As I am appearing before the Budget Committee, it is worth
emphasizing that the Fed's purchases of longer-term securities are not
comparable to ordinary government spending. In executing these
transactions, the Federal Reserve acquires financial assets, not goods
and services; thus, these purchases do not add to the government's
deficit or debt. Ultimately, at the appropriate time, the Federal
Reserve will normalize its balance sheet by selling these assets back
into the market or by allowing them to run off. In the interim, the
interest that the Federal Reserve earns from its securities holdings
adds to the Fed's remittances to the Treasury; in 2009 and 2010, those
remittances totaled about $125 billion.
Fiscal Policy
Fiscal policymakers also face significant challenges. Our
nation's fiscal position has deteriorated appreciably since the onset of
the financial crisis and the recession. To a significant extent, this
deterioration is the result of the effects of the weak economy on
revenues and outlays, along with the actions that the Administration and
the Congress took to ease the recession and steady financial markets.

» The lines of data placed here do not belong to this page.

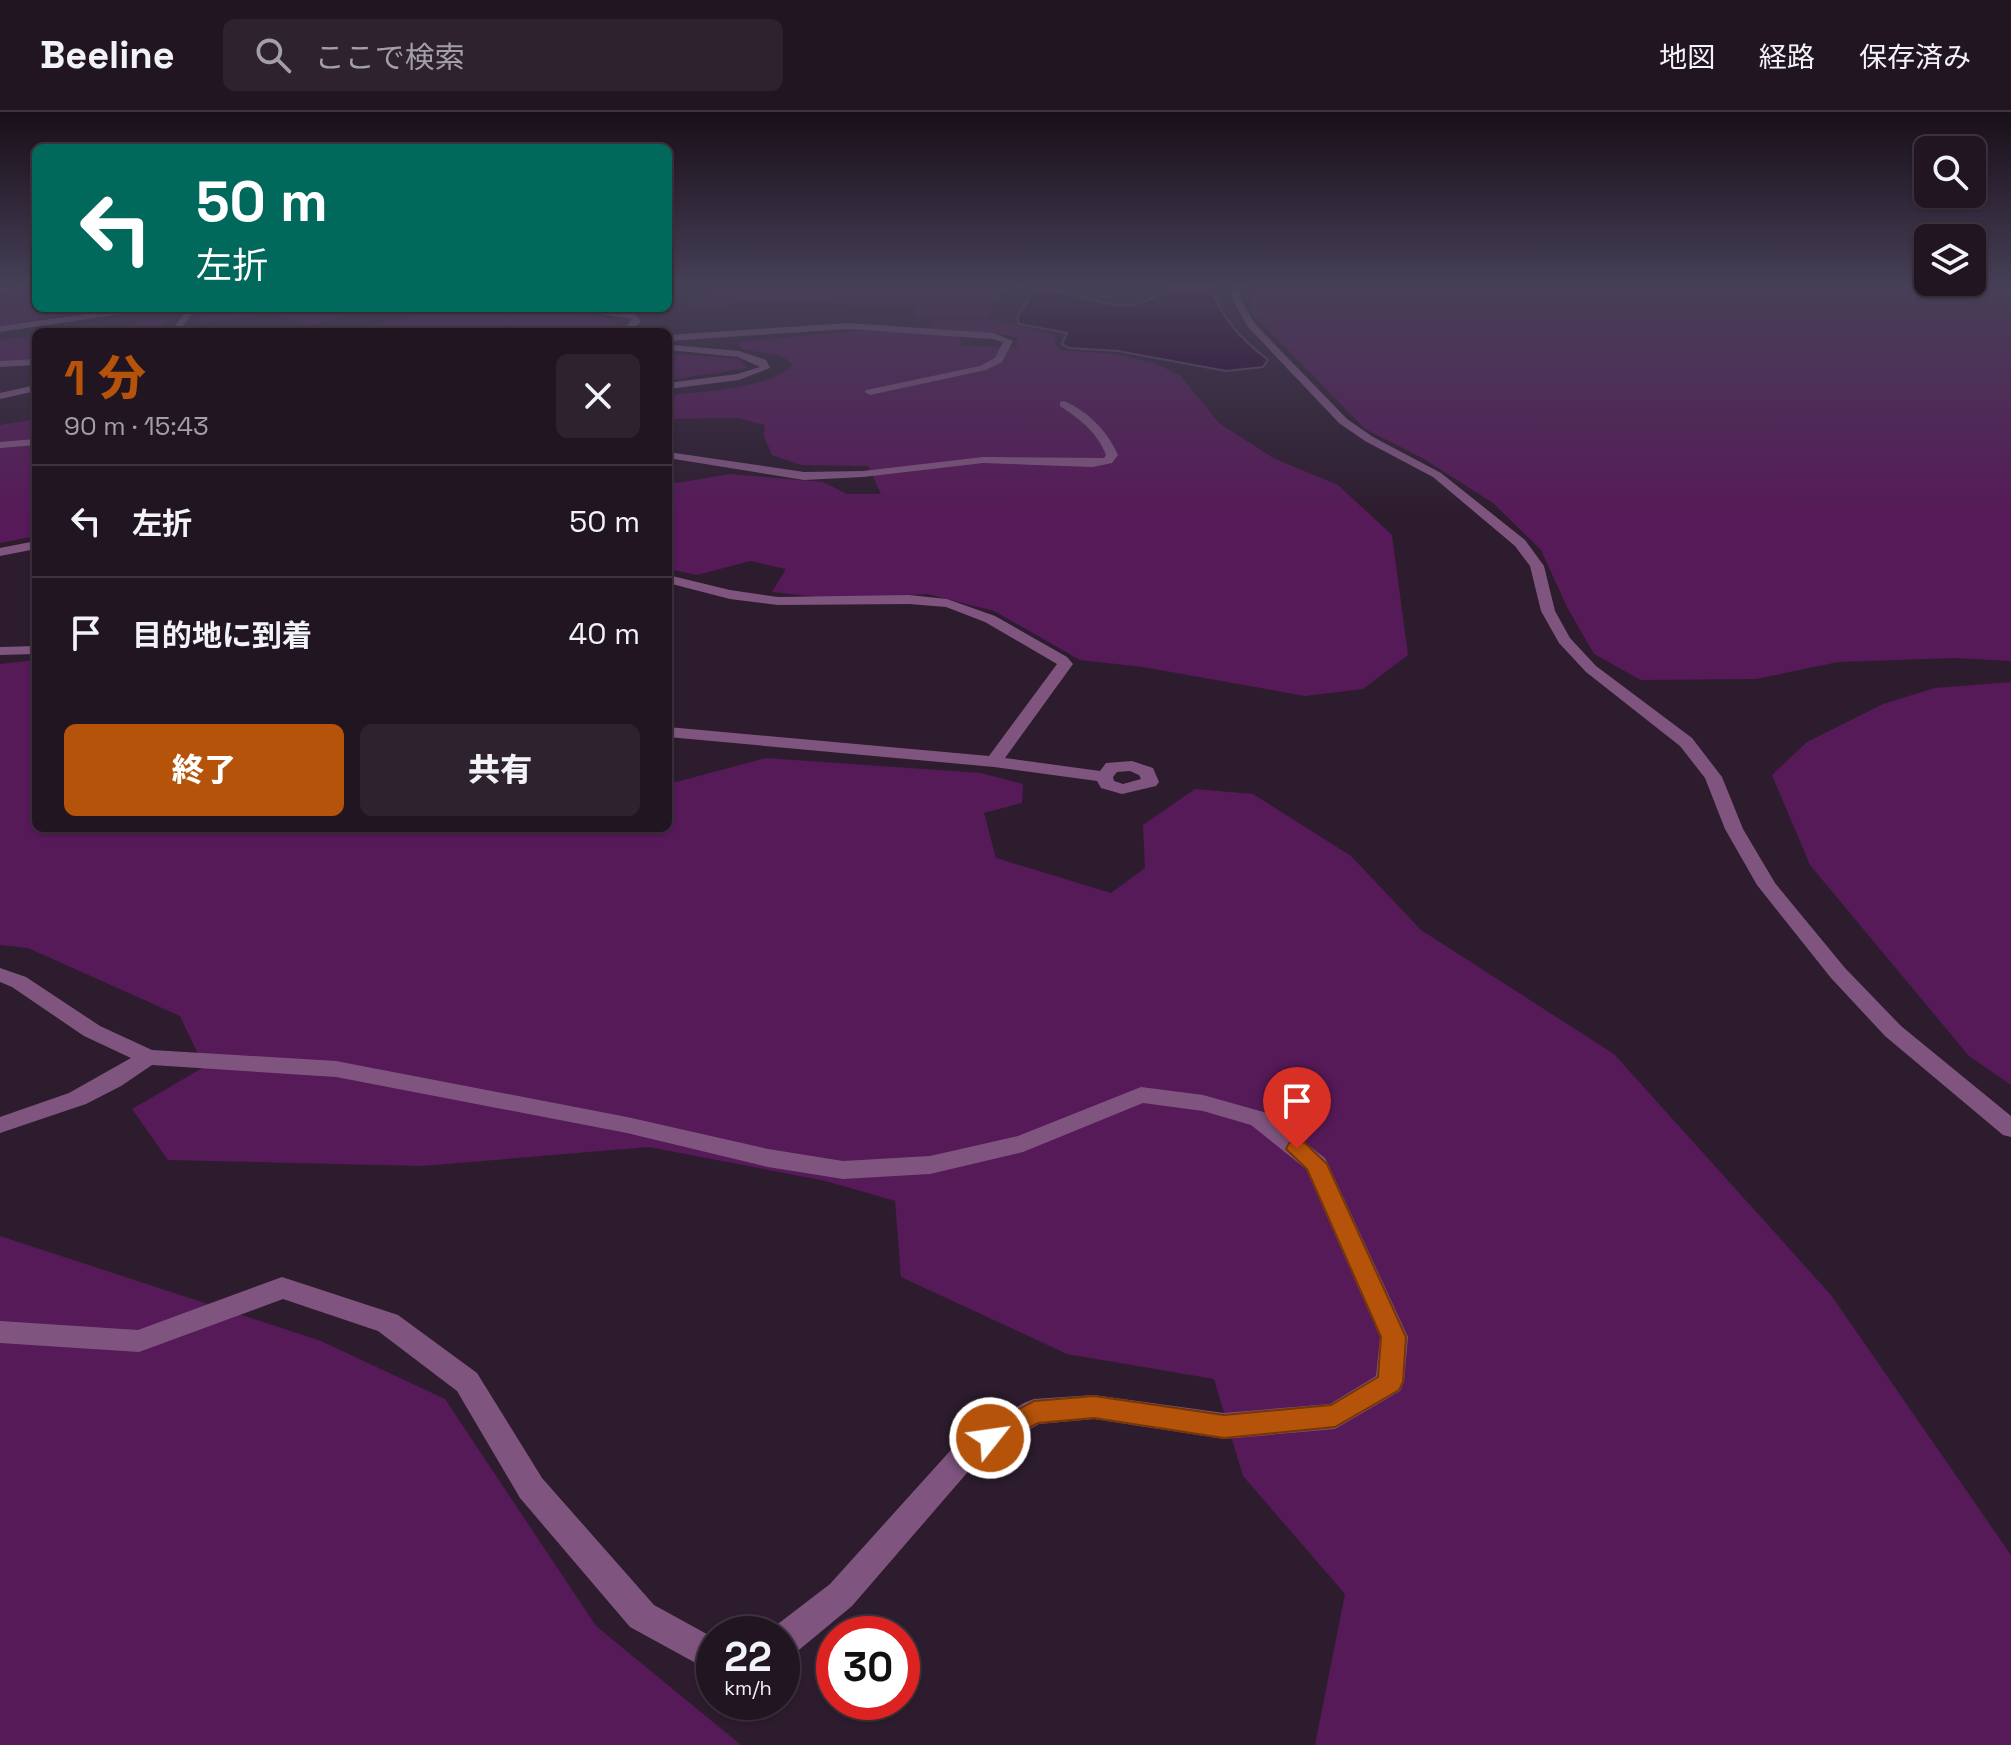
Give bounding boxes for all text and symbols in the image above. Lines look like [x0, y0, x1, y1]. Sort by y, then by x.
search box [223, 19, 783, 91]
text: Beeline [40, 31, 175, 79]
icon: search [251, 33, 295, 77]
text: ここで検索 [315, 38, 465, 77]
text: 地図 [1659, 39, 1715, 75]
text: 経路 [1759, 39, 1815, 75]
text: 保存済み [1859, 39, 1971, 75]
map controls [1914, 136, 1986, 296]
button: search [1914, 136, 1986, 208]
text: 50 m [196, 166, 328, 237]
icon: left [64, 176, 168, 280]
button: layers [1914, 224, 1986, 296]
text: 左折 [196, 243, 268, 289]
text: 1 分 [64, 348, 146, 409]
button: close [556, 354, 640, 438]
text: 90 m · 15:43 [64, 409, 209, 443]
icon: left [64, 499, 108, 543]
text: 50 m [569, 502, 640, 541]
text: 左折 [132, 504, 192, 543]
icon: arrive [64, 611, 108, 655]
text: 40 m [569, 614, 640, 653]
text: 目的地に到着 [132, 616, 312, 655]
button: 終了 [64, 724, 344, 816]
button: 共有 [360, 724, 640, 816]
pin [1263, 1067, 1331, 1149]
icon: arrive [1275, 1079, 1319, 1123]
position arrow [948, 1396, 1032, 1480]
speed limit sign: 30 [816, 1616, 920, 1720]
text: 22 [724, 1632, 772, 1683]
text: km/h [724, 1675, 772, 1701]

However, even after economic and financial conditions return to normal,
the federal budget will remain on an unsustainable path, with the budget
gap becoming increasingly large over time, unless the Congress enacts
significant changes in fiscal programs.
For example, under plausible assumptions about how fiscal
policies might evolve in the absence of major legislative changes, the
Congressional Budget Office (CBO) projects the deficit to fall from its
current level of about 9 percent of gross domestic product (GDP) to 5
percent of GDP by 2015, but then to rise to about 6-1/2 percent of GDP
by the end of the decade.2 In
subsequent years, the budget situation is projected to deteriorate even
more rapidly, with federal debt held by the public reaching almost 90
percent of GDP by 2020 and 150 percent by 2030, up from about 60 percent
at the end of fiscal year 2010.
The long-term fiscal challenges confronting the nation are
especially daunting because they are mostly the product of powerful
underlying trends, not short-term or temporary factors. The two most
important driving forces behind the budget deficit are the aging of the
population and rapidly rising health-care costs. Indeed, the CBO
projects that federal spending for health-care programs will roughly
double as a percentage of GDP over the next 25 years.3 The
ability to control health-care spending, while still providing
high-quality care to those who need it, will be critical for bringing
the federal budget onto a sustainable path.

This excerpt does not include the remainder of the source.